◆ **Stored data**
○ ○ ○ ○ ○ ○ ○
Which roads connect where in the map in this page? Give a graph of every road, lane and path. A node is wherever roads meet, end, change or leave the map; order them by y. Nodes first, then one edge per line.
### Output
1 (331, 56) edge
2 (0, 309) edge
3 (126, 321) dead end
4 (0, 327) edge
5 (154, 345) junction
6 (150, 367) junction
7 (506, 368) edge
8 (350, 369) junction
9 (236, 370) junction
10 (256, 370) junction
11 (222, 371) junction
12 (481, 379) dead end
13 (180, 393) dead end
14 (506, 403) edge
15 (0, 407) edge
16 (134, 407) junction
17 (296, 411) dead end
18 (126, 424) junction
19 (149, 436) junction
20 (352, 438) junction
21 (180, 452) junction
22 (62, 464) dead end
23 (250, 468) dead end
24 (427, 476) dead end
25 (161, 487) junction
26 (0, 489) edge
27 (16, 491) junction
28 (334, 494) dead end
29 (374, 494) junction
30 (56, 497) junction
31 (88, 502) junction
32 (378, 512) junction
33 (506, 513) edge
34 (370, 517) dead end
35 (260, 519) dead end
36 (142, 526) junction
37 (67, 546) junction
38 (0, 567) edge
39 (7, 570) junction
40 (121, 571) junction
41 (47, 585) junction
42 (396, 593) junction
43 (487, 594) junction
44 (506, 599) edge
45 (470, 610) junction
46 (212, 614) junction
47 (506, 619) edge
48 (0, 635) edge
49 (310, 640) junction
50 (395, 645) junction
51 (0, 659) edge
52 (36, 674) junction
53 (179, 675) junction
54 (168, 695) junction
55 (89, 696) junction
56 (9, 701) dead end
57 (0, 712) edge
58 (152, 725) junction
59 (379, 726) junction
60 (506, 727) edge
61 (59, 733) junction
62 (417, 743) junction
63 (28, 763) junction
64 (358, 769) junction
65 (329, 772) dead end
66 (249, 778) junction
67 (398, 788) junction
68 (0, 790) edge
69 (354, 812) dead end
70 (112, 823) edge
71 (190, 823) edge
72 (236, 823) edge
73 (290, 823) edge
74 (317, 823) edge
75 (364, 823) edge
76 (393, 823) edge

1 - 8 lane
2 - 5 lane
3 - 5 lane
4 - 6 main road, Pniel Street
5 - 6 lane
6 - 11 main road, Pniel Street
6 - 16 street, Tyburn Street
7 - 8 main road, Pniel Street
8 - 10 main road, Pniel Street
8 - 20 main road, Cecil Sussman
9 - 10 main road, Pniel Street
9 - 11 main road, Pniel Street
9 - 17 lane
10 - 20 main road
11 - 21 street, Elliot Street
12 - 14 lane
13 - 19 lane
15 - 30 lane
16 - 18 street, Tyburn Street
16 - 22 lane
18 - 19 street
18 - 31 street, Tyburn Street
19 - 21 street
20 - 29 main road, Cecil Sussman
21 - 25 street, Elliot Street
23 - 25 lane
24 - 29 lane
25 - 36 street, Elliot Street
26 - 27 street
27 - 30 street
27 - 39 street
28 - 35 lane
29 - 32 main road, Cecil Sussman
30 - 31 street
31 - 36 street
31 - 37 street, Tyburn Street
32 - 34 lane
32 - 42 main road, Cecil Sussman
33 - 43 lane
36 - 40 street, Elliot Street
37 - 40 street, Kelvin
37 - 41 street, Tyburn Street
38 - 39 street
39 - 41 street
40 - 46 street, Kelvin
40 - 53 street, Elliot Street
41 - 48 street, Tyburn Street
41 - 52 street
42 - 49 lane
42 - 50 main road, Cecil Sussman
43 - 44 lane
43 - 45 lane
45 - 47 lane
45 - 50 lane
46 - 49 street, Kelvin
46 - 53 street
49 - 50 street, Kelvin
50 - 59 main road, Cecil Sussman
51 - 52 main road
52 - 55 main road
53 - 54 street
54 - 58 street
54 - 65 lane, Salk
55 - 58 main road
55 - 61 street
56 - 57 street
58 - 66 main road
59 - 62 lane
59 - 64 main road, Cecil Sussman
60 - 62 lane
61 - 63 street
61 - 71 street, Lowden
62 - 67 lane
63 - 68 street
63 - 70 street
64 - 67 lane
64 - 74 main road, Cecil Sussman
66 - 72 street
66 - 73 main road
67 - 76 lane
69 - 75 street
○ ○ ○ ○ ○ ○ ○
◆ **DESCRIPTION OF THE TASK**
Every record must be transcribed precisely, down to the last character.

◆ **TASK RESULT**
Which roads connect where in the map in this page? Give a graph of every road, lane and path. A node is wherever roads meet, end, change or leave the map; order them by y. Nodes first, then one edge per line.
### Output
1 (331, 56) edge
2 (0, 309) edge
3 (126, 321) dead end
4 (0, 327) edge
5 (154, 345) junction
6 (150, 367) junction
7 (506, 368) edge
8 (350, 369) junction
9 (236, 370) junction
10 (256, 370) junction
11 (222, 371) junction
12 (481, 379) dead end
13 (180, 393) dead end
14 (506, 403) edge
15 (0, 407) edge
16 (134, 407) junction
17 (296, 411) dead end
18 (126, 424) junction
19 (149, 436) junction
20 (352, 438) junction
21 (180, 452) junction
22 (62, 464) dead end
23 (250, 468) dead end
24 (427, 476) dead end
25 (161, 487) junction
26 (0, 489) edge
27 (16, 491) junction
28 (334, 494) dead end
29 (374, 494) junction
30 (56, 497) junction
31 (88, 502) junction
32 (378, 512) junction
33 (506, 513) edge
34 (370, 517) dead end
35 (260, 519) dead end
36 (142, 526) junction
37 (67, 546) junction
38 (0, 567) edge
39 (7, 570) junction
40 (121, 571) junction
41 (47, 585) junction
42 (396, 593) junction
43 (487, 594) junction
44 (506, 599) edge
45 (470, 610) junction
46 (212, 614) junction
47 (506, 619) edge
48 (0, 635) edge
49 (310, 640) junction
50 (395, 645) junction
51 (0, 659) edge
52 (36, 674) junction
53 (179, 675) junction
54 (168, 695) junction
55 (89, 696) junction
56 (9, 701) dead end
57 (0, 712) edge
58 (152, 725) junction
59 (379, 726) junction
60 (506, 727) edge
61 (59, 733) junction
62 (417, 743) junction
63 (28, 763) junction
64 (358, 769) junction
65 (329, 772) dead end
66 (249, 778) junction
67 (398, 788) junction
68 (0, 790) edge
69 (354, 812) dead end
70 (112, 823) edge
71 (190, 823) edge
72 (236, 823) edge
73 (290, 823) edge
74 (317, 823) edge
75 (364, 823) edge
76 (393, 823) edge

1 - 8 lane
2 - 5 lane
3 - 5 lane
4 - 6 main road, Pniel Street
5 - 6 lane
6 - 11 main road, Pniel Street
6 - 16 street, Tyburn Street
7 - 8 main road, Pniel Street
8 - 10 main road, Pniel Street
8 - 20 main road, Cecil Sussman
9 - 10 main road, Pniel Street
9 - 11 main road, Pniel Street
9 - 17 lane
10 - 20 main road
11 - 21 street, Elliot Street
12 - 14 lane
13 - 19 lane
15 - 30 lane
16 - 18 street, Tyburn Street
16 - 22 lane
18 - 19 street
18 - 31 street, Tyburn Street
19 - 21 street
20 - 29 main road, Cecil Sussman
21 - 25 street, Elliot Street
23 - 25 lane
24 - 29 lane
25 - 36 street, Elliot Street
26 - 27 street
27 - 30 street
27 - 39 street
28 - 35 lane
29 - 32 main road, Cecil Sussman
30 - 31 street
31 - 36 street
31 - 37 street, Tyburn Street
32 - 34 lane
32 - 42 main road, Cecil Sussman
33 - 43 lane
36 - 40 street, Elliot Street
37 - 40 street, Kelvin
37 - 41 street, Tyburn Street
38 - 39 street
39 - 41 street
40 - 46 street, Kelvin
40 - 53 street, Elliot Street
41 - 48 street, Tyburn Street
41 - 52 street
42 - 49 lane
42 - 50 main road, Cecil Sussman
43 - 44 lane
43 - 45 lane
45 - 47 lane
45 - 50 lane
46 - 49 street, Kelvin
46 - 53 street
49 - 50 street, Kelvin
50 - 59 main road, Cecil Sussman
51 - 52 main road
52 - 55 main road
53 - 54 street
54 - 58 street
54 - 65 lane, Salk
55 - 58 main road
55 - 61 street
56 - 57 street
58 - 66 main road
59 - 62 lane
59 - 64 main road, Cecil Sussman
60 - 62 lane
61 - 63 street
61 - 71 street, Lowden
62 - 67 lane
63 - 68 street
63 - 70 street
64 - 67 lane
64 - 74 main road, Cecil Sussman
66 - 72 street
66 - 73 main road
67 - 76 lane
69 - 75 street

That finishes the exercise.